Required work
Each line below should be repeated exactly, but no picture should be carried over.

BEGIN Exercise materials

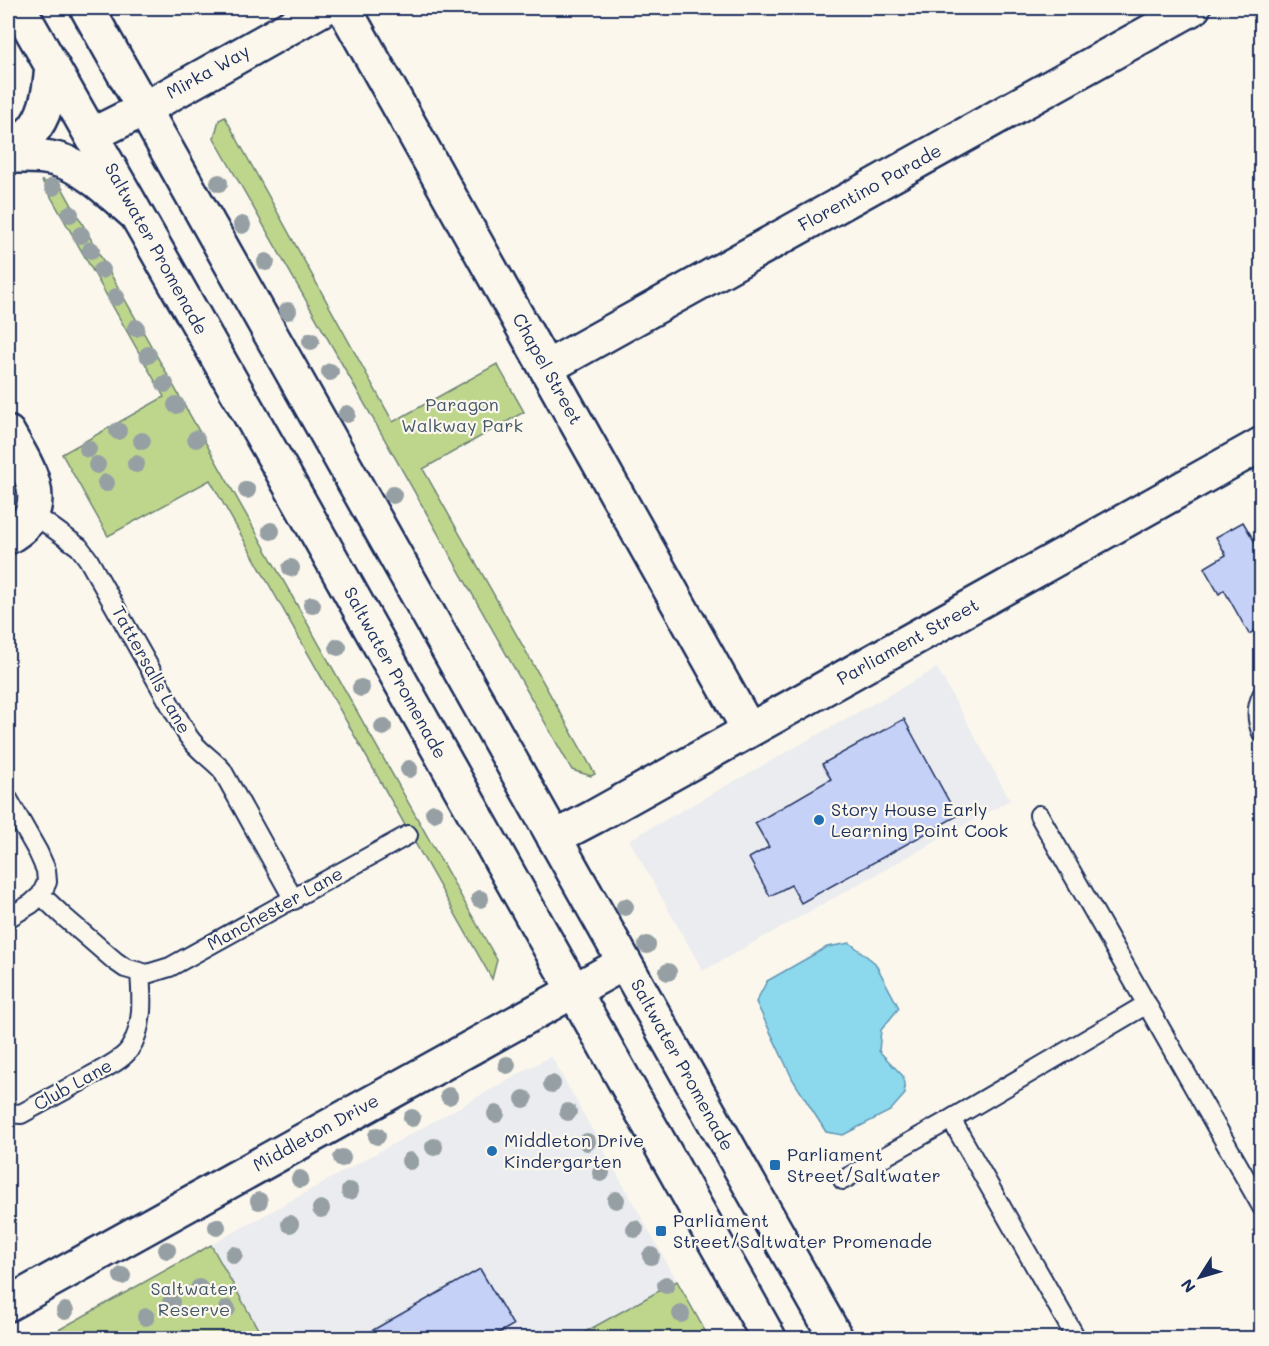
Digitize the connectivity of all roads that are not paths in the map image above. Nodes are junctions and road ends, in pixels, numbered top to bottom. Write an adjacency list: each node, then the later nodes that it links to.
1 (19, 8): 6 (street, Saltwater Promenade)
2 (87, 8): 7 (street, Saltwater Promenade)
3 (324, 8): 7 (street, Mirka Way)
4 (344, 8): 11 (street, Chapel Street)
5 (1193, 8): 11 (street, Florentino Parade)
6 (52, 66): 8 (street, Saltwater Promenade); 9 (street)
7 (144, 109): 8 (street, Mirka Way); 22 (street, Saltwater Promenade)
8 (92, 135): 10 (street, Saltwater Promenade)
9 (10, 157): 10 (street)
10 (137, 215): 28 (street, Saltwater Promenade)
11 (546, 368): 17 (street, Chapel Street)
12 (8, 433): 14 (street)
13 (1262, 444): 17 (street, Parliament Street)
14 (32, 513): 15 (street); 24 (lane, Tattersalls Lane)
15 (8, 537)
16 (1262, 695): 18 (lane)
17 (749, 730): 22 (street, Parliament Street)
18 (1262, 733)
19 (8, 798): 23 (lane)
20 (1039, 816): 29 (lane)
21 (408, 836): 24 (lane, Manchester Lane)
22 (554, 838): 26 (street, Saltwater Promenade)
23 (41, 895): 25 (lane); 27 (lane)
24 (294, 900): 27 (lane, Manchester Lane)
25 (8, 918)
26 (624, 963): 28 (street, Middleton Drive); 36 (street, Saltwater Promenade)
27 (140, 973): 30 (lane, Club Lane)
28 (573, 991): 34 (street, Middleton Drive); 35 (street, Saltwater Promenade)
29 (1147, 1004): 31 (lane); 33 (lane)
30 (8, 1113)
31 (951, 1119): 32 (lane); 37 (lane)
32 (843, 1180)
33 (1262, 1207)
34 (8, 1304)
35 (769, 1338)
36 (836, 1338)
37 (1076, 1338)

END Exercise materials

Result of this task
Digitize the connectivity of all roads that are not paths in the map image above. Nodes are junctions and road ends, in pixels, numbered top to bottom. Write an adjacency list: each node, then the later nodes that it links to.
1 (19, 8): 6 (street, Saltwater Promenade)
2 (87, 8): 7 (street, Saltwater Promenade)
3 (324, 8): 7 (street, Mirka Way)
4 (344, 8): 11 (street, Chapel Street)
5 (1193, 8): 11 (street, Florentino Parade)
6 (52, 66): 8 (street, Saltwater Promenade); 9 (street)
7 (144, 109): 8 (street, Mirka Way); 22 (street, Saltwater Promenade)
8 (92, 135): 10 (street, Saltwater Promenade)
9 (10, 157): 10 (street)
10 (137, 215): 28 (street, Saltwater Promenade)
11 (546, 368): 17 (street, Chapel Street)
12 (8, 433): 14 (street)
13 (1262, 444): 17 (street, Parliament Street)
14 (32, 513): 15 (street); 24 (lane, Tattersalls Lane)
15 (8, 537)
16 (1262, 695): 18 (lane)
17 (749, 730): 22 (street, Parliament Street)
18 (1262, 733)
19 (8, 798): 23 (lane)
20 (1039, 816): 29 (lane)
21 (408, 836): 24 (lane, Manchester Lane)
22 (554, 838): 26 (street, Saltwater Promenade)
23 (41, 895): 25 (lane); 27 (lane)
24 (294, 900): 27 (lane, Manchester Lane)
25 (8, 918)
26 (624, 963): 28 (street, Middleton Drive); 36 (street, Saltwater Promenade)
27 (140, 973): 30 (lane, Club Lane)
28 (573, 991): 34 (street, Middleton Drive); 35 (street, Saltwater Promenade)
29 (1147, 1004): 31 (lane); 33 (lane)
30 (8, 1113)
31 (951, 1119): 32 (lane); 37 (lane)
32 (843, 1180)
33 (1262, 1207)
34 (8, 1304)
35 (769, 1338)
36 (836, 1338)
37 (1076, 1338)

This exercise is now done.